I bring up that study because it’s germane to a remarkable report on energy and climate that was published yesterday by the American Enterprise Institute’s Roger Pielke Jr. and Ruy Teixeira. The report, “The Science vs. the Narrative vs. the Voters,” analyzes the findings of an October 2024 survey conducted for AEI by YouGov of 3,093 registered voters.
The survey has some predictable results, and one finding that is both surprising and heartening. Among the predictable findings: liberals are idiots about energy.
The survey found that 53% of voters who identify as liberal believe we should “phase out the use of oil, coal, and natural gas completely, relying instead on renewable energy sources such as wind and solar power only.”
Among all voters, self-identified liberals were the only group that had a majority believing we should eliminate the use of hydrocarbons and rely solely on wind and solar energy.
For comparison, as seen above, only 29% of all voters agreed with that statement, and just 26% of non-college-educated voters want to ban hydrocarbons.
Yesterday, I talked to Pielke about the survey. When I asked him what he found most surprising, he pointed first to the finding that 53% of liberals think we should run the US economy solely on wind and solar. “It indicates how far out of step liberals are with the rest of the voting public,” he told me. Pielke also noted that 46% of voters who voted for Joe Biden in 2020 want to get rid of hydrocarbons.
Two other findings in the report were also predictable. The first is that most voters don’t see climate change as a priority. In a list of 18 issues, “dealing with climate change” came in at number 15. Just 40% of respondents said climate should be a priority. The top five priorities were, in order: strengthening the economy, fighting inflation, preventing terrorism, protecting social security, and reducing health care costs.
Second, the survey found that most voters are unwilling to pay money for action on climate change. As I explained last year, in “Who Really Cares About Climate Change?” a 2023 survey by the University of Chicago’s Energy Policy Institute found that just 38% of Americans were willing to pay $1 per month to pay for climate change policies and only 21% were willing to pay $100 per month. I quoted the survey directly:
Americans are less willing to pay for a carbon fee than they were just a year ago. In fact, nearly two-thirds of Americans are unwilling to pay any amount of money to combat climate change. Those willing to pay a $1 carbon fee decreased by 14 percentage points in two years. Their support for the fee decreases as the impact on their energy bill grows. (Emphasis added.)

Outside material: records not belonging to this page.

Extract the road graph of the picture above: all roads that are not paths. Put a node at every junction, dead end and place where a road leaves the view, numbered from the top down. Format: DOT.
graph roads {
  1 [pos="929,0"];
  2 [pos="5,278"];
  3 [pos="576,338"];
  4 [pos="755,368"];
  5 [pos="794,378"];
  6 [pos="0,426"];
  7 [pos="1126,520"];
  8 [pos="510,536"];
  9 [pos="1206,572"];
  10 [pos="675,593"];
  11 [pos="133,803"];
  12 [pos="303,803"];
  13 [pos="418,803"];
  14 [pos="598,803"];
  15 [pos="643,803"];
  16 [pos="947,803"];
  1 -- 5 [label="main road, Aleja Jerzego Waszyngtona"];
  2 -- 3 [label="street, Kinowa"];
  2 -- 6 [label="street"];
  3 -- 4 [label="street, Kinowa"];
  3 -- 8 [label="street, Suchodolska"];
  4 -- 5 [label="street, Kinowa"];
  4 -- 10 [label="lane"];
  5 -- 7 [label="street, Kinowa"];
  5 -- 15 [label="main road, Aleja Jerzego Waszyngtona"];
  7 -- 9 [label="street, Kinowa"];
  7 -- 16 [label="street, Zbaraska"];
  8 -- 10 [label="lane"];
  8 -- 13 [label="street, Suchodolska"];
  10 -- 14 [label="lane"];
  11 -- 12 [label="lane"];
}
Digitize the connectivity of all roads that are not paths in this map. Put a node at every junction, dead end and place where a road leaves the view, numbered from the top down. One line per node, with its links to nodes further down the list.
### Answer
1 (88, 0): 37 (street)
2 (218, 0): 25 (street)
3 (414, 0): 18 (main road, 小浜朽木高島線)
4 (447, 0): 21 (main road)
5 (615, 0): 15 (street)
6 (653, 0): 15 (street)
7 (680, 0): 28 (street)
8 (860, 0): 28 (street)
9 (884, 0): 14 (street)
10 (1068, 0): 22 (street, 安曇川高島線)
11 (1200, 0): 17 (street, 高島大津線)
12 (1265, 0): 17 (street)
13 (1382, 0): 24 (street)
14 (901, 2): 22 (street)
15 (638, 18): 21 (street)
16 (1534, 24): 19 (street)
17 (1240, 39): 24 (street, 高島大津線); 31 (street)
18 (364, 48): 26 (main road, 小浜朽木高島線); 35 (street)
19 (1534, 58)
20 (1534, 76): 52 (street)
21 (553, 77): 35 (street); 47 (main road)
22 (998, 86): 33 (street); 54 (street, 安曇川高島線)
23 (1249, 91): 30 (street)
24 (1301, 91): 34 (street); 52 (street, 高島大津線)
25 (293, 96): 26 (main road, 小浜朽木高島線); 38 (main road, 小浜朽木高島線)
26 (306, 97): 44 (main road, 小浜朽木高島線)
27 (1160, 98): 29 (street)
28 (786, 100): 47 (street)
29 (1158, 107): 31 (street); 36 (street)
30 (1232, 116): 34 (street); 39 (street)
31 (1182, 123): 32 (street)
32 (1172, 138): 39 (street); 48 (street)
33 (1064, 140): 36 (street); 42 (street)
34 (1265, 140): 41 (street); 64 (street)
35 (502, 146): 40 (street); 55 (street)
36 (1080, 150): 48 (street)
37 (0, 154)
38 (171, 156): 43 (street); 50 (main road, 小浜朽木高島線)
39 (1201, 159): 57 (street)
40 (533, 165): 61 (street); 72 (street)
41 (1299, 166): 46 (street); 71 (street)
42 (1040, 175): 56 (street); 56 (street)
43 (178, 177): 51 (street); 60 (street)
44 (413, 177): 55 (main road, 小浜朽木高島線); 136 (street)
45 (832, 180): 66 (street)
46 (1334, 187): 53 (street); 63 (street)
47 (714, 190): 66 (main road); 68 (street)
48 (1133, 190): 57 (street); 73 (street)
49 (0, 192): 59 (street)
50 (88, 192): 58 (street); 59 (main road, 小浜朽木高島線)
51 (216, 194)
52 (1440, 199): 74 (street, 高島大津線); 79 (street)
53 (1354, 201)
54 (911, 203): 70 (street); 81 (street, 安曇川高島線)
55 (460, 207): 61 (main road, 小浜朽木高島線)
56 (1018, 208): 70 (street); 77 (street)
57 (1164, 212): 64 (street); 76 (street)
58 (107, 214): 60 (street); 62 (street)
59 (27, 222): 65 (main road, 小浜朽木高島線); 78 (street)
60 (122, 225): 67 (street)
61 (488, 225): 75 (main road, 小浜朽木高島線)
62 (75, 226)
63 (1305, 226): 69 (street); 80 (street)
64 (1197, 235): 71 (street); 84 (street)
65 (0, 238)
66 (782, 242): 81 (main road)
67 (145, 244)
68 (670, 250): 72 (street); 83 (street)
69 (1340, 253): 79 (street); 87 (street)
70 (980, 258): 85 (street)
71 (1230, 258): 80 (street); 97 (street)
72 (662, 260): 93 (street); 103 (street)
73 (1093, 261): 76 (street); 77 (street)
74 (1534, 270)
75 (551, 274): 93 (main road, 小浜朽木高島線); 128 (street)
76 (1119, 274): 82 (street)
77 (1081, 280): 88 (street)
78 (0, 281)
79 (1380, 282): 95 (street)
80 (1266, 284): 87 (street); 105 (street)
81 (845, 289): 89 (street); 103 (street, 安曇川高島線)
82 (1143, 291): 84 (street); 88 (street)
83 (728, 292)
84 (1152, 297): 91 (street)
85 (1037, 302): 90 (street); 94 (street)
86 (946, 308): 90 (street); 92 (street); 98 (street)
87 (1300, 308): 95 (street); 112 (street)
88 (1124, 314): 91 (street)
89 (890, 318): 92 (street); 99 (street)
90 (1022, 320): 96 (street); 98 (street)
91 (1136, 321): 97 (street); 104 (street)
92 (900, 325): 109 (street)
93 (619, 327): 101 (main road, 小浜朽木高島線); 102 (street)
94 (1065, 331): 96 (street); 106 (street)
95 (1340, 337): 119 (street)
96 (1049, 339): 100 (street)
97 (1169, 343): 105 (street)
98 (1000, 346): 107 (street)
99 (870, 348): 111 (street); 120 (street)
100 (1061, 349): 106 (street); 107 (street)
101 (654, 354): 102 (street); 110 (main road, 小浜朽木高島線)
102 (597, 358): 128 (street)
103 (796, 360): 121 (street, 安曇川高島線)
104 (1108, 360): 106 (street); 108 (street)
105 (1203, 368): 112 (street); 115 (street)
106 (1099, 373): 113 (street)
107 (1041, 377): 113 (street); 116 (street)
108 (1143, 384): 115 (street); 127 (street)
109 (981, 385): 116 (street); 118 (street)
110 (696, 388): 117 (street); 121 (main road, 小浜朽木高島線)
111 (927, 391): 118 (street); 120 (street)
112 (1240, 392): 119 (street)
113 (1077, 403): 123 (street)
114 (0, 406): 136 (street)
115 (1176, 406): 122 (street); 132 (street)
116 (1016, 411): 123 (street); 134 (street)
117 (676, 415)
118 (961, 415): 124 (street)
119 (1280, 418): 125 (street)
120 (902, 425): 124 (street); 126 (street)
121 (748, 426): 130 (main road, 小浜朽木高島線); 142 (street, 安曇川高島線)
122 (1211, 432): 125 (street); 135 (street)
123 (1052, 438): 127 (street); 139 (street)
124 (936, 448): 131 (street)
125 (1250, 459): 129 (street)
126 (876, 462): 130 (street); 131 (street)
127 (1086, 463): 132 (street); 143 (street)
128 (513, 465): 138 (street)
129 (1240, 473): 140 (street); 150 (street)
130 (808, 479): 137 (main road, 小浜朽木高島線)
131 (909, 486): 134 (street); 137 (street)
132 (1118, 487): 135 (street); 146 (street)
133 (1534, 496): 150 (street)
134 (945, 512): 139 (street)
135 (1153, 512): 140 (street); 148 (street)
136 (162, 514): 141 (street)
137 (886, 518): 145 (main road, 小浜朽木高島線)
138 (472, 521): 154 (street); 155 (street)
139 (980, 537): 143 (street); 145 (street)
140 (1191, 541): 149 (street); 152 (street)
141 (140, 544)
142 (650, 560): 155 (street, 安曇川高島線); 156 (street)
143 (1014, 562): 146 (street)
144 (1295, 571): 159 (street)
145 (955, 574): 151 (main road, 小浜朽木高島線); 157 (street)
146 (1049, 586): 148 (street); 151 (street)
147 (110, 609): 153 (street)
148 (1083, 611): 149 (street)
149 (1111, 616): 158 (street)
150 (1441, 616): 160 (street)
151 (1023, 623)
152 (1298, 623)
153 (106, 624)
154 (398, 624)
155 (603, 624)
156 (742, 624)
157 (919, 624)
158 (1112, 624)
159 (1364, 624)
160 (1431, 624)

In mid-2024, the Energy Policy Institute repeated the survey and found the same result: “More than half of Americans are unwilling to pay any amount of money to combat climate change.”
Detail from the AEI report.
As seen above, the AEI/YouGov survey produced a similar finding, with just 47% of all voters saying that they would pay an extra $1 per month to combat climate change. When the proposed fee was increased to $20 per month, 60% of voters were opposed. At $40 per month, 69% were opposed. Tellingly, there was a significant difference in the support for a climate fee among college-educated and non-college-educated voters. Among non-college-educated voters, only 42% said they would be willing to pay an extra $1 per month. Pielke called this finding the “Iron Law” figure. “When it comes to favoring action on climate change,” he told me, “the limit of people’s willingness to pay is pretty much $1 per month. Anything above that, the intensity of opposition is enormous.”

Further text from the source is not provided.